Paul Eggert <address@hidden> writes:

> Ben Pfaff <address@hidden> writes:
>
>> This is a particularly pessimistic interpretation of the
>> standard,
>
> You think _I'm_ pessimistic!  You should hear Nick MacLaren and Dave
> Butenof.  Here's a sample quote (in the threading area):
>
>   ... the use of volatile accomplishes nothing but to prevent the
>   compiler from making useful and desirable optimizations, providing
>   no help whatsoever in making code "thread safe".
>
>   Dave Butenhof, comp.programming.threads (1997-07-03)
>   
> <http://groups.google.com/group/comp.programming.threads/msg/bd2cb64e70c9d155>

I do not think that signal handlers are perfectly analogous to
threads, although I will not deny that as both are examples of
asynchronous behavior, they are certainly related.

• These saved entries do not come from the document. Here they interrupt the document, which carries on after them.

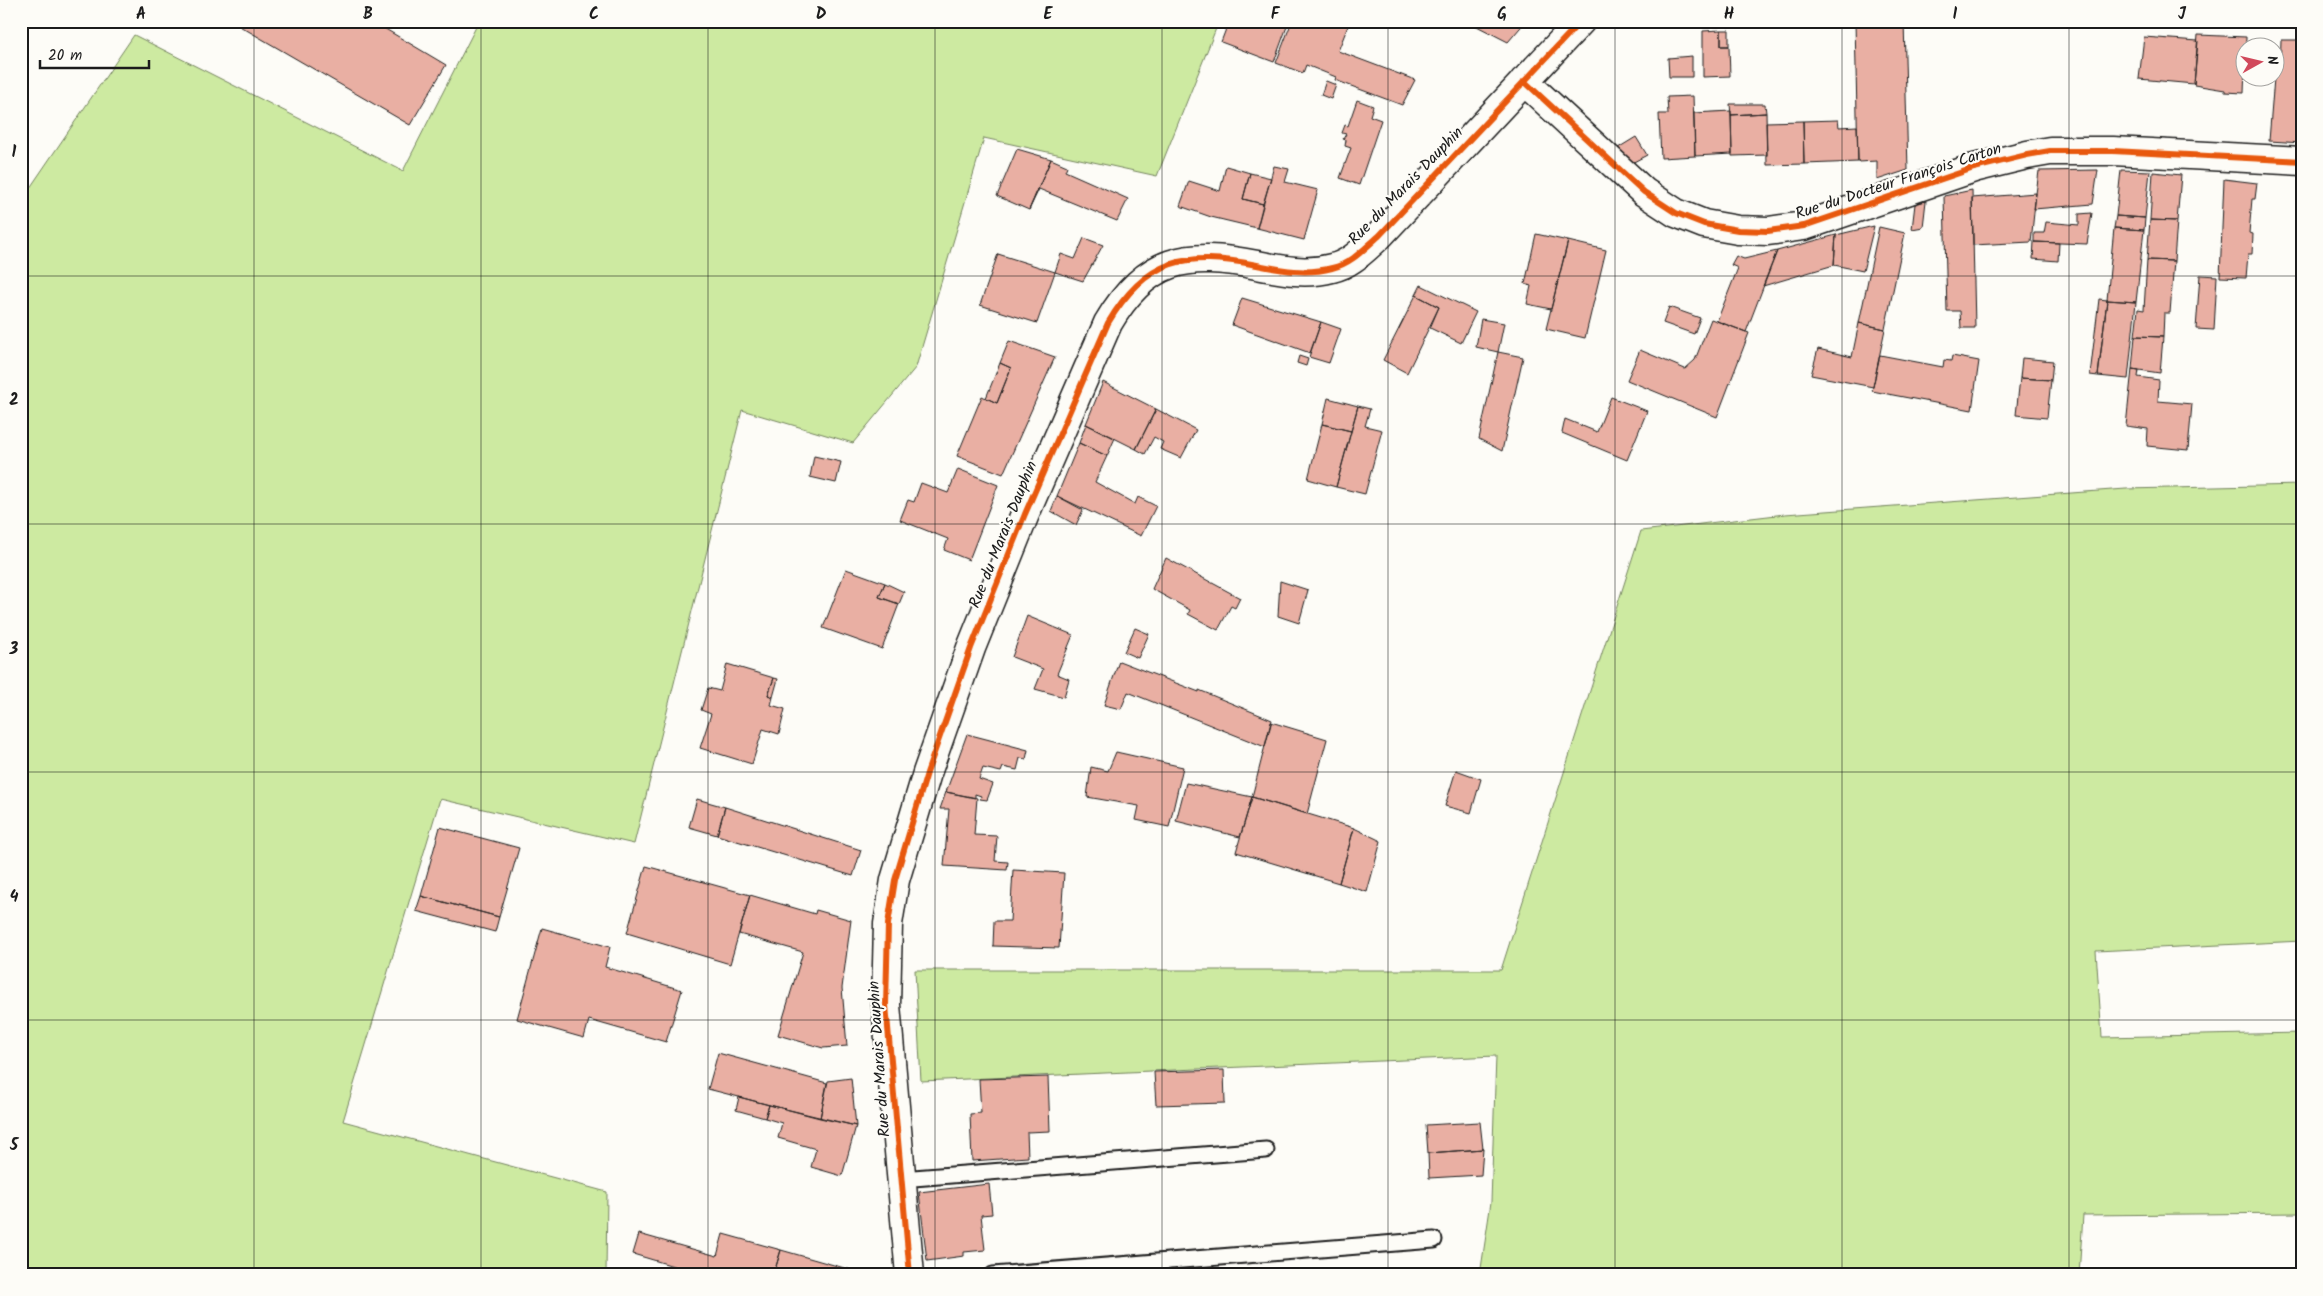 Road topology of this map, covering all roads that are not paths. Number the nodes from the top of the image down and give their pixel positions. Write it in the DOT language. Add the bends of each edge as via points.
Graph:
graph roads {
  1 [pos="1580,21"];
  2 [pos="1524,82"];
  3 [pos="2302,161"];
  4 [pos="1266,1150"];
  5 [pos="902,1178"];
  6 [pos="1434,1240"];
  7 [pos="910,1275"];
  8 [pos="993,1275"];
  1 -- 2 [label="street, Rue du Marais Dauphin"];
  2 -- 3 [label="street, Rue du Docteur François Carton" via="1644,192 1676,213 1704,224 1738,230 1768,231 1804,226 1974,168 2050,151"];
  2 -- 5 [label="street, Rue du Marais Dauphin" via="1379,236 1353,259 1334,268 1311,272 1286,271 1208,257 1184,260 1157,270 1137,284 1122,299 1108,323 1024,514 971,648 895,880 888,932 886,1004"];
  4 -- 5 [label="lane"];
  5 -- 7 [label="street, Rue du Marais Dauphin"];
  6 -- 8 [label="lane"];
}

The issue at hand, as I understand it, is not even the general
behavior of signals.  It is the behavior of fatal signals.  That
is, a the program terminates without ever returning from the
signal handler.  This is much simpler than the general problem of
synchronizing many threads.  It is a little like a single thread
that runs for a while, then switches to another thread a single
time, and then both threads terminate.

>> 5.1.2.3p5 talks about the type of an object, with no
>> reference to how the object was defined:
>>
>>      The least requirements on a conforming implementation are:
>>
>>      - At sequence points, volatile objects are stable in the
>>                            ^^^^^^^^^^^^^^^^
>>        sense that previous accesses are complete and subsequent
>>        accesses have not yet occurred.
>
> As I understand it, under your interpretation this signal handler:
>
>    #include <stdio.h>
>    #include <signal.h>
>    sig_atomic_t x;
>    void handler (int sig) { sig_atomic_t volatile *p = &x; *p = 0; }
>
>    int main (void)
>    {
>      signal (SIGINT, handler);
>      x = 1;
>      getchar ();
>      return x;
>    }
>
> always has well-defined behavior, since the signal handler simply
> stores 0 into a sig_atomic_t volatile object and it's immaterial how
> the object was defined.  So if a signal arrives during the call to
> getchar, then 'main' must return 0 and not 1.
>
> But this interpretation doesn't correspond to how compilers behave.
> If the type sig_atomic_t is plain 'int', for example, a compiler is
> entitled to cache other references to x's contents even in the
> presence of signals.  Both GCC and Sun C do this, e.g., on 64-bit
> SPARC they don't bother to set 'x' before getchar returns.  More
> generally, I don't see how an object can be both volatile and
> nonvolatile at the same time: it has to be one or the other.  Yet
> lvalues of both kinds can exist simultaneously.

I won't make a claim that the signal handler in the above code is
guaranteed to see 1 if called during getchar, because the
assignment in main does not access a volatile object.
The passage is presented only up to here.